Start of DATA TO EXAMINE
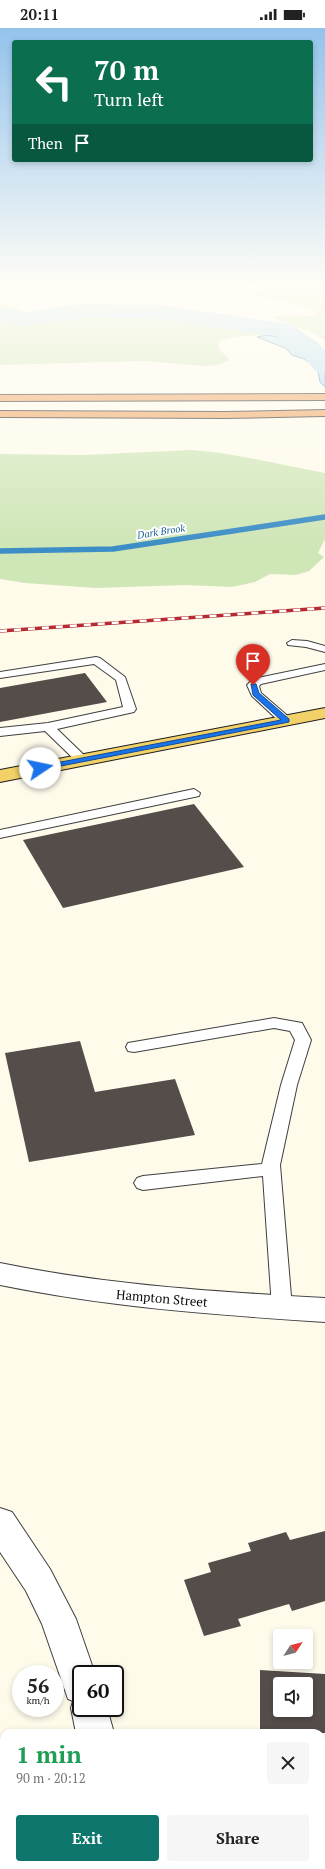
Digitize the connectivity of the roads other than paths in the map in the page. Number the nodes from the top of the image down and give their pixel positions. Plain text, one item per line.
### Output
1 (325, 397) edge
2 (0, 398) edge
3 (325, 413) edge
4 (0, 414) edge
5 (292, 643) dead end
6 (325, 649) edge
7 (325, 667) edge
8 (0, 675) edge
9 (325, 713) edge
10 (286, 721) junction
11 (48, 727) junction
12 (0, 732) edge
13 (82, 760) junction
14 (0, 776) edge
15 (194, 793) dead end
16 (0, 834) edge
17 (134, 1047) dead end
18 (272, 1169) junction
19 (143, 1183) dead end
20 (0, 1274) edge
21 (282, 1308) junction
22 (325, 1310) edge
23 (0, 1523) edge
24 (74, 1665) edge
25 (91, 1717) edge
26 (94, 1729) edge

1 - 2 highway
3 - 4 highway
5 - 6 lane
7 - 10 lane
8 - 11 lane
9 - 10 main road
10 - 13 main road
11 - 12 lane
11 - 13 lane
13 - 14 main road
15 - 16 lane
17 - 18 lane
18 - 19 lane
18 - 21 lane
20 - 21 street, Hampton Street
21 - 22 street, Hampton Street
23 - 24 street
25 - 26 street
End of DATA TO EXAMINE
= WORK ITEM =
Copy the listing above word for word. Do not include the pictures.

= EXERCISE ANSWER =
Digitize the connectivity of the roads other than paths in the map in the page. Number the nodes from the top of the image down and give their pixel positions. Plain text, one item per line.
### Output
1 (325, 397) edge
2 (0, 398) edge
3 (325, 413) edge
4 (0, 414) edge
5 (292, 643) dead end
6 (325, 649) edge
7 (325, 667) edge
8 (0, 675) edge
9 (325, 713) edge
10 (286, 721) junction
11 (48, 727) junction
12 (0, 732) edge
13 (82, 760) junction
14 (0, 776) edge
15 (194, 793) dead end
16 (0, 834) edge
17 (134, 1047) dead end
18 (272, 1169) junction
19 (143, 1183) dead end
20 (0, 1274) edge
21 (282, 1308) junction
22 (325, 1310) edge
23 (0, 1523) edge
24 (74, 1665) edge
25 (91, 1717) edge
26 (94, 1729) edge

1 - 2 highway
3 - 4 highway
5 - 6 lane
7 - 10 lane
8 - 11 lane
9 - 10 main road
10 - 13 main road
11 - 12 lane
11 - 13 lane
13 - 14 main road
15 - 16 lane
17 - 18 lane
18 - 19 lane
18 - 21 lane
20 - 21 street, Hampton Street
21 - 22 street, Hampton Street
23 - 24 street
25 - 26 street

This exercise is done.